In other words, it is mostly the poorest segment of society who don't vote. Consider that although a presidential election winner might gain 52% of the electorate, he'd still only win 34% of all the possible votes. There is a huge potential constituency out there, between 25% and 30% of the potential electorate, who simply don't vote - and they don't vote simply because neither major party have policies that address their concerns! Add in some 10% or more of those who currently vote Dem because they're better than the alternative - what's currently known as the leftwing "base" of the Democratic party - and you have a potentially election-winning majority .
Only a true Labor movement, a "big tent" party, can alter the current status quo. I've been banging this drum since 2005, making arguments for a coalition of the Left (by which I mean the true constituency of the Left - all of those who are simply not rich and are unwilling to shill for the rich in return for scraps from their table).

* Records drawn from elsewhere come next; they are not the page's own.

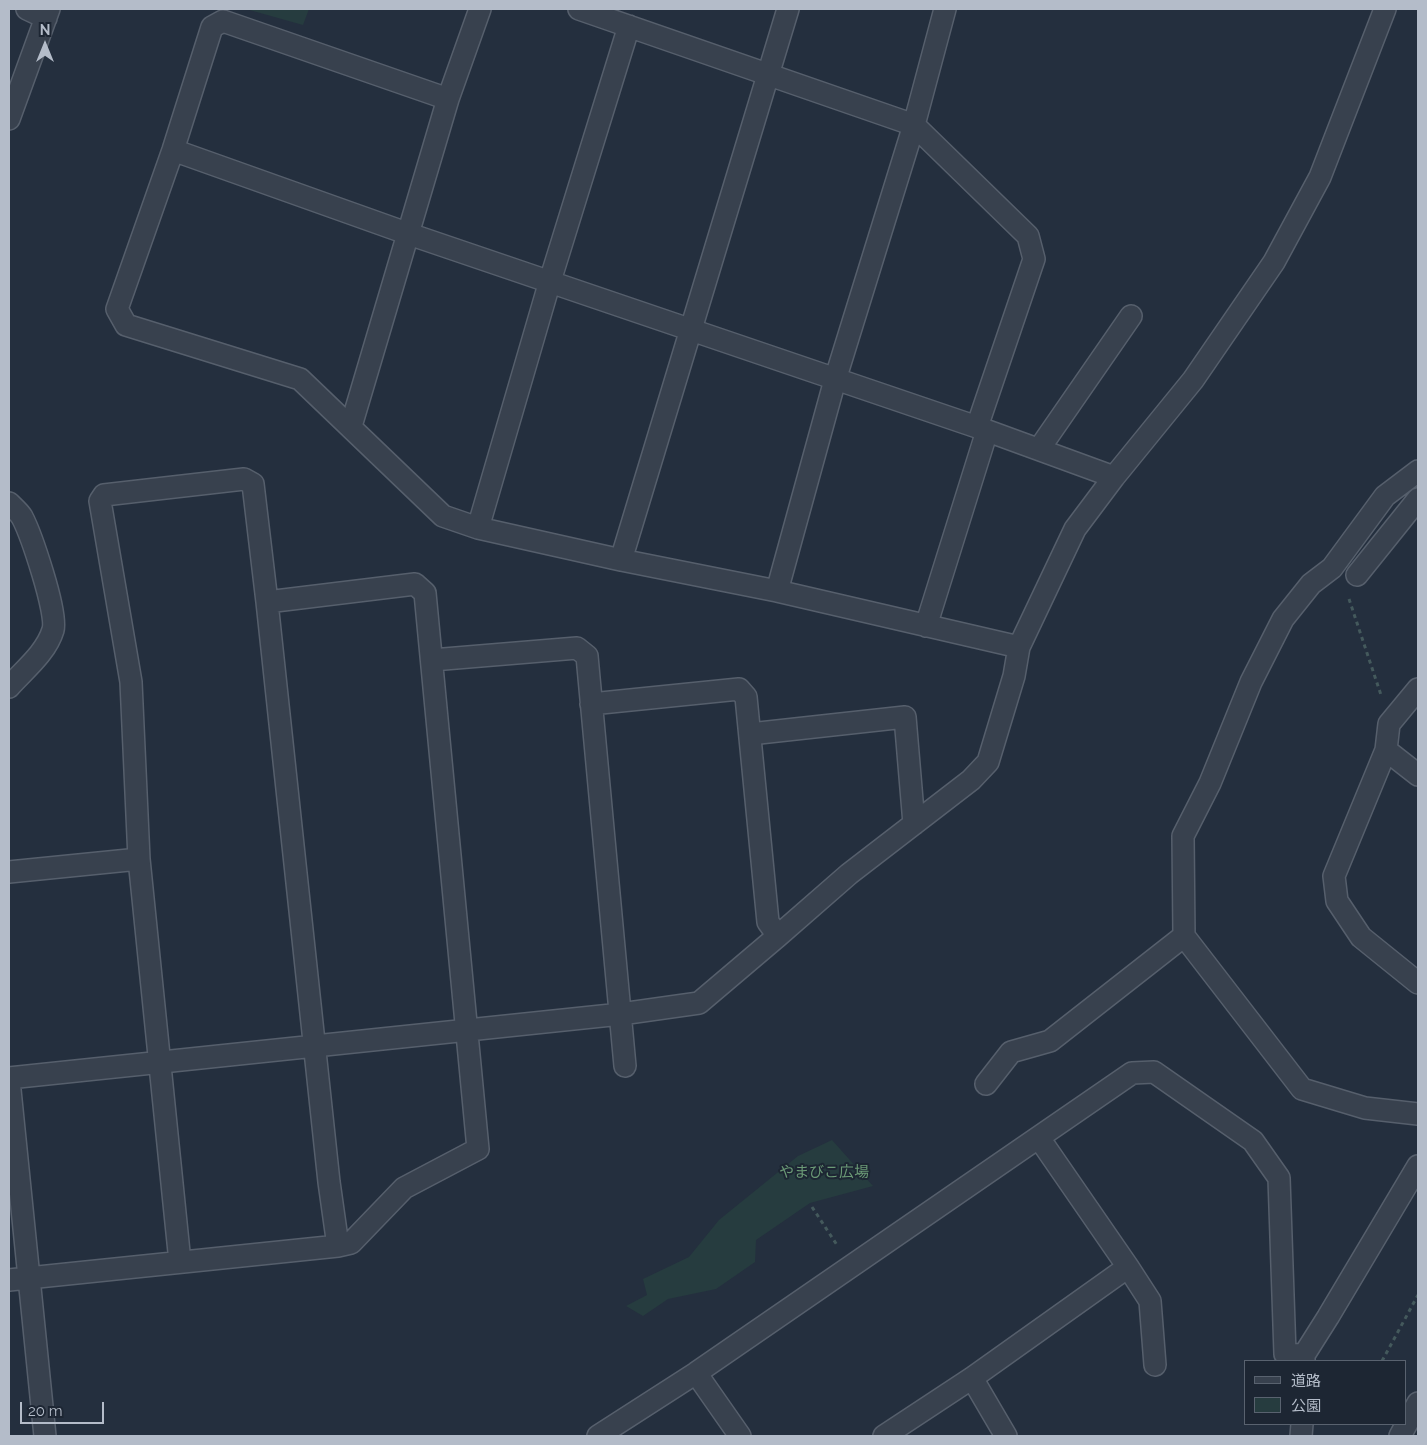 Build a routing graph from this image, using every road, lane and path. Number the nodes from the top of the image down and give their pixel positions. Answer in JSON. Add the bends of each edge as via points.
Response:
{"nodes":[{"id":1,"x":27,"y":9,"type":"edge"},
{"id":2,"x":480,"y":9,"type":"edge"},
{"id":3,"x":580,"y":9,"type":"edge"},
{"id":4,"x":788,"y":9,"type":"edge"},
{"id":5,"x":945,"y":9,"type":"edge"},
{"id":6,"x":1385,"y":9,"type":"edge"},
{"id":7,"x":48,"y":13,"type":"edge"},
{"id":8,"x":629,"y":26,"type":"junction"},
{"id":9,"x":768,"y":73,"type":"junction"},
{"id":10,"x":448,"y":99,"type":"junction"},
{"id":11,"x":9,"y":119,"type":"edge"},
{"id":12,"x":914,"y":125,"type":"junction"},
{"id":13,"x":173,"y":150,"type":"junction"},
{"id":14,"x":409,"y":234,"type":"junction"},
{"id":15,"x":550,"y":281,"type":"junction"},
{"id":16,"x":1131,"y":316,"type":"dead end"},
{"id":17,"x":691,"y":331,"type":"junction"},
{"id":18,"x":835,"y":380,"type":"junction"},
{"id":19,"x":351,"y":426,"type":"junction"},
{"id":20,"x":982,"y":429,"type":"junction"},
{"id":21,"x":1039,"y":449,"type":"junction"},
{"id":22,"x":1418,"y":471,"type":"edge"},
{"id":23,"x":1114,"y":477,"type":"junction"},
{"id":24,"x":1418,"y":499,"type":"edge"},
{"id":25,"x":9,"y":503,"type":"edge"},
{"id":26,"x":478,"y":528,"type":"junction"},
{"id":27,"x":621,"y":560,"type":"junction"},
{"id":28,"x":1357,"y":575,"type":"joint"},
{"id":29,"x":777,"y":591,"type":"junction"},
{"id":30,"x":267,"y":602,"type":"junction"},
{"id":31,"x":926,"y":626,"type":"junction"},
{"id":32,"x":1019,"y":648,"type":"junction"},
{"id":33,"x":432,"y":660,"type":"junction"},
{"id":34,"x":9,"y":687,"type":"edge"},
{"id":35,"x":1418,"y":689,"type":"edge"},
{"id":36,"x":592,"y":704,"type":"junction"},
{"id":37,"x":1388,"y":724,"type":"junction"},
{"id":38,"x":750,"y":734,"type":"junction"},
{"id":39,"x":1386,"y":750,"type":"junction"},
{"id":40,"x":1418,"y":776,"type":"edge"},
{"id":41,"x":914,"y":824,"type":"junction"},
{"id":42,"x":139,"y":859,"type":"junction"},
{"id":43,"x":9,"y":872,"type":"edge"},
{"id":44,"x":778,"y":936,"type":"junction"},
{"id":45,"x":1184,"y":936,"type":"junction"},
{"id":46,"x":1418,"y":983,"type":"edge"},
{"id":47,"x":621,"y":1014,"type":"junction"},
{"id":48,"x":468,"y":1030,"type":"junction"},
{"id":49,"x":315,"y":1045,"type":"junction"},
{"id":50,"x":160,"y":1063,"type":"junction"},
{"id":51,"x":625,"y":1066,"type":"dead end"},
{"id":52,"x":9,"y":1079,"type":"edge"},
{"id":53,"x":986,"y":1084,"type":"dead end"},
{"id":54,"x":1418,"y":1114,"type":"edge"},
{"id":55,"x":1039,"y":1138,"type":"junction"},
{"id":56,"x":1418,"y":1166,"type":"edge"},
{"id":57,"x":812,"y":1207,"type":"dead end"},
{"id":58,"x":338,"y":1246,"type":"junction"},
{"id":59,"x":180,"y":1262,"type":"junction"},
{"id":60,"x":851,"y":1267,"type":"junction"},
{"id":61,"x":1128,"y":1267,"type":"junction"},
{"id":62,"x":19,"y":1279,"type":"edge"},
{"id":63,"x":1418,"y":1295,"type":"edge"},
{"id":64,"x":1304,"y":1358,"type":"edge"},
{"id":65,"x":1383,"y":1360,"type":"edge"},
{"id":66,"x":1156,"y":1365,"type":"dead end"},
{"id":67,"x":696,"y":1372,"type":"junction"},
{"id":68,"x":972,"y":1378,"type":"junction"},
{"id":69,"x":1418,"y":1403,"type":"edge"},
{"id":70,"x":1407,"y":1423,"type":"edge"},
{"id":71,"x":1406,"y":1425,"type":"edge"},
{"id":72,"x":45,"y":1436,"type":"edge"},
{"id":73,"x":598,"y":1436,"type":"edge"},
{"id":74,"x":740,"y":1436,"type":"edge"},
{"id":75,"x":884,"y":1436,"type":"edge"},
{"id":76,"x":1006,"y":1436,"type":"edge"},
{"id":77,"x":1400,"y":1436,"type":"edge"}],
"edges":[{"from":1,"to":7,"type":"street"},
{"from":2,"to":10,"type":"street"},
{"from":3,"to":8,"type":"street"},
{"from":4,"to":9,"type":"street"},
{"from":5,"to":12,"type":"street"},
{"from":6,"to":23,"type":"street","via":[[1320,177],[1274,262],[1193,380]]},
{"from":7,"to":11,"type":"street"},
{"from":8,"to":9,"type":"street"},
{"from":8,"to":15,"type":"street"},
{"from":9,"to":12,"type":"street"},
{"from":9,"to":17,"type":"street"},
{"from":10,"to":13,"type":"street","via":[[223,21],[212,26]]},
{"from":10,"to":14,"type":"street"},
{"from":12,"to":18,"type":"street"},
{"from":12,"to":20,"type":"street","via":[[1028,236],[1034,259]]},
{"from":13,"to":14,"type":"street"},
{"from":13,"to":19,"type":"street","via":[[117,309],[126,325],[300,379]]},
{"from":14,"to":15,"type":"street"},
{"from":14,"to":19,"type":"street"},
{"from":15,"to":17,"type":"street"},
{"from":15,"to":26,"type":"street"},
{"from":16,"to":21,"type":"street"},
{"from":17,"to":18,"type":"street"},
{"from":17,"to":27,"type":"street"},
{"from":18,"to":20,"type":"street"},
{"from":18,"to":29,"type":"street"},
{"from":19,"to":26,"type":"street","via":[[443,516]]},
{"from":20,"to":21,"type":"street"},
{"from":20,"to":31,"type":"street"},
{"from":21,"to":23,"type":"street"},
{"from":22,"to":45,"type":"street","via":[[1385,496],[1332,568],[1311,584],[1275,634],[1251,682],[1210,783],[1183,836]]},
{"from":23,"to":32,"type":"street","via":[[1075,529]]},
{"from":24,"to":28,"type":"street"},
{"from":25,"to":34,"type":"street","via":[[21,516],[34,546],[54,628],[46,647]]},
{"from":26,"to":27,"type":"street"},
{"from":27,"to":29,"type":"street"},
{"from":28,"to":37,"type":"path","via":[[1349,598],[1383,699]]},
{"from":29,"to":31,"type":"street"},
{"from":30,"to":33,"type":"street","via":[[415,584],[425,593]]},
{"from":30,"to":42,"type":"street","via":[[253,484],[244,479],[104,495],[100,502],[130,682]]},
{"from":30,"to":49,"type":"street"},
{"from":31,"to":32,"type":"street"},
{"from":32,"to":41,"type":"street","via":[[1014,676],[988,762],[971,780]]},
{"from":33,"to":36,"type":"street","via":[[577,648],[587,656]]},
{"from":33,"to":48,"type":"street"},
{"from":35,"to":37,"type":"street"},
{"from":36,"to":38,"type":"street","via":[[739,690],[746,697]]},
{"from":36,"to":47,"type":"street"},
{"from":37,"to":39,"type":"street"},
{"from":38,"to":41,"type":"street","via":[[905,718]]},
{"from":38,"to":44,"type":"street","via":[[768,922]]},
{"from":39,"to":40,"type":"street"},
{"from":39,"to":46,"type":"street","via":[[1334,876],[1337,901],[1361,937]]},
{"from":41,"to":44,"type":"street","via":[[849,874]]},
{"from":42,"to":43,"type":"street"},
{"from":42,"to":50,"type":"street"},
{"from":44,"to":47,"type":"street","via":[[698,1004]]},
{"from":45,"to":53,"type":"street","via":[[1050,1041],[1011,1052]]},
{"from":45,"to":54,"type":"street","via":[[1302,1089],[1365,1108]]},
{"from":47,"to":48,"type":"street"},
{"from":47,"to":51,"type":"street"},
{"from":48,"to":49,"type":"street"},
{"from":48,"to":58,"type":"street","via":[[478,1149],[404,1188],[351,1243]]},
{"from":49,"to":50,"type":"street"},
{"from":49,"to":58,"type":"street"},
{"from":50,"to":52,"type":"street"},
{"from":50,"to":59,"type":"street"},
{"from":52,"to":62,"type":"street"},
{"from":55,"to":60,"type":"street"},
{"from":55,"to":61,"type":"street"},
{"from":55,"to":64,"type":"street","via":[[1132,1073],[1154,1072],[1253,1141],[1279,1178],[1285,1354]]},
{"from":56,"to":64,"type":"street"},
{"from":57,"to":60,"type":"path"},
{"from":58,"to":59,"type":"street"},
{"from":59,"to":62,"type":"street"},
{"from":60,"to":67,"type":"street"},
{"from":61,"to":66,"type":"street","via":[[1150,1301]]},
{"from":61,"to":68,"type":"street"},
{"from":62,"to":72,"type":"street"},
{"from":63,"to":65,"type":"path"},
{"from":67,"to":73,"type":"street"},
{"from":67,"to":74,"type":"street"},
{"from":68,"to":75,"type":"street"},
{"from":68,"to":76,"type":"street"},
{"from":69,"to":70,"type":"street"},
{"from":71,"to":77,"type":"street"}]}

The Democrat leadership are well aware that the current system makes them one of only two big fish and that their core agenda is elitist and corporate. They are also well aware that a true Labor party would take away their "base" of hopeful activists and leave them with plenty of corporate finance but no-one to knock doors. Thus their perpetual circular arguments against any labor grouping - essentially that since a true broadbased party of the poor and working class doesn't yet exist it cannot ever get elected.

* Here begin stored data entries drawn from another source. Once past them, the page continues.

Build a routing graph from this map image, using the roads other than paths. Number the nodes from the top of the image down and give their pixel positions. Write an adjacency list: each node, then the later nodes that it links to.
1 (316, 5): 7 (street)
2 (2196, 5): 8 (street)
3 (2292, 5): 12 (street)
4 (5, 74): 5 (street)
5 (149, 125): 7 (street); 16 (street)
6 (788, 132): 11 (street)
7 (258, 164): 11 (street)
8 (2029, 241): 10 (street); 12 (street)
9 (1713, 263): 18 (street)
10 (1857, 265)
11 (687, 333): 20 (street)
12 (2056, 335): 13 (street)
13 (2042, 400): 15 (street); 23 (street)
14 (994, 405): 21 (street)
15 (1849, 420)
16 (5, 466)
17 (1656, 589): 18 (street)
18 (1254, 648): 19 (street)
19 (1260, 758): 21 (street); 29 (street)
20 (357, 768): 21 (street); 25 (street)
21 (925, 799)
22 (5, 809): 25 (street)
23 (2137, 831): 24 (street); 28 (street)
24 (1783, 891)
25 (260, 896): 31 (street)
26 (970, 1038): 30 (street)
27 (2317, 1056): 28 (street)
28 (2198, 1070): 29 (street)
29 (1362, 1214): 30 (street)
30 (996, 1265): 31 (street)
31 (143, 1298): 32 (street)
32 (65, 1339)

Let's not pretend that such a Labor Party, built grassroots-up from a labor movement that will have to be largely resurerected almost as if beginning from scratch, will be an easy accomplishment. It could take a decade or more, just as the original Labor parties of Europe did. But it's the only solution. If the American Left wishes to save itself by the end of the decade, it must cease to think of itself as a pressure group clamped parastically onto the flank of the centrist-right Democratic party and begin to see itself instead as a nascent political party in its own right - one that is preparing for government.
So...
ReplyDelete* A labor movement among the poor and working class doesn't yet exist.
* A Labor Party, built grassroots-up from a labor movement, would have to be largely built from scratch.
* But a Labor Party is the only solution to the growing concentration of wealth and power which is usurping our democracy and making our financial lives a precarious hell.
Great start! In Part Two, please explain how we are to go about creating a labor movement amongst the poor, working-class, and (I'm betting) a significant portion of people who consider themselves middle-class.
Since a lot of liberals seem to be stuck here...
"What-do-we-want??!!"
"_______?_______"
"When-do-we-want-it??!!"
"Now!"
... please fill in the blanks for us by explaining this nascent Labor Party's platform.
First up, on my list:
A Constitutional amendment which would strip corporations of their legal 'person-hood' by defining the word person to mean a biologically-human person, which would redefine the nature of corporations to include 'the public good' as their first priority (rather than share-holders' interests), and which would subject corporate boards of directors to prison terms - in addition to the current financial penalties - for corporate violations of the law.
Public financing of campaigns -- so that, henceforth, all politicians - and especially all members of Congress - will be beholden to their biologically-human constituents, rather than to our current crop of corporate and money-hoarding overlords.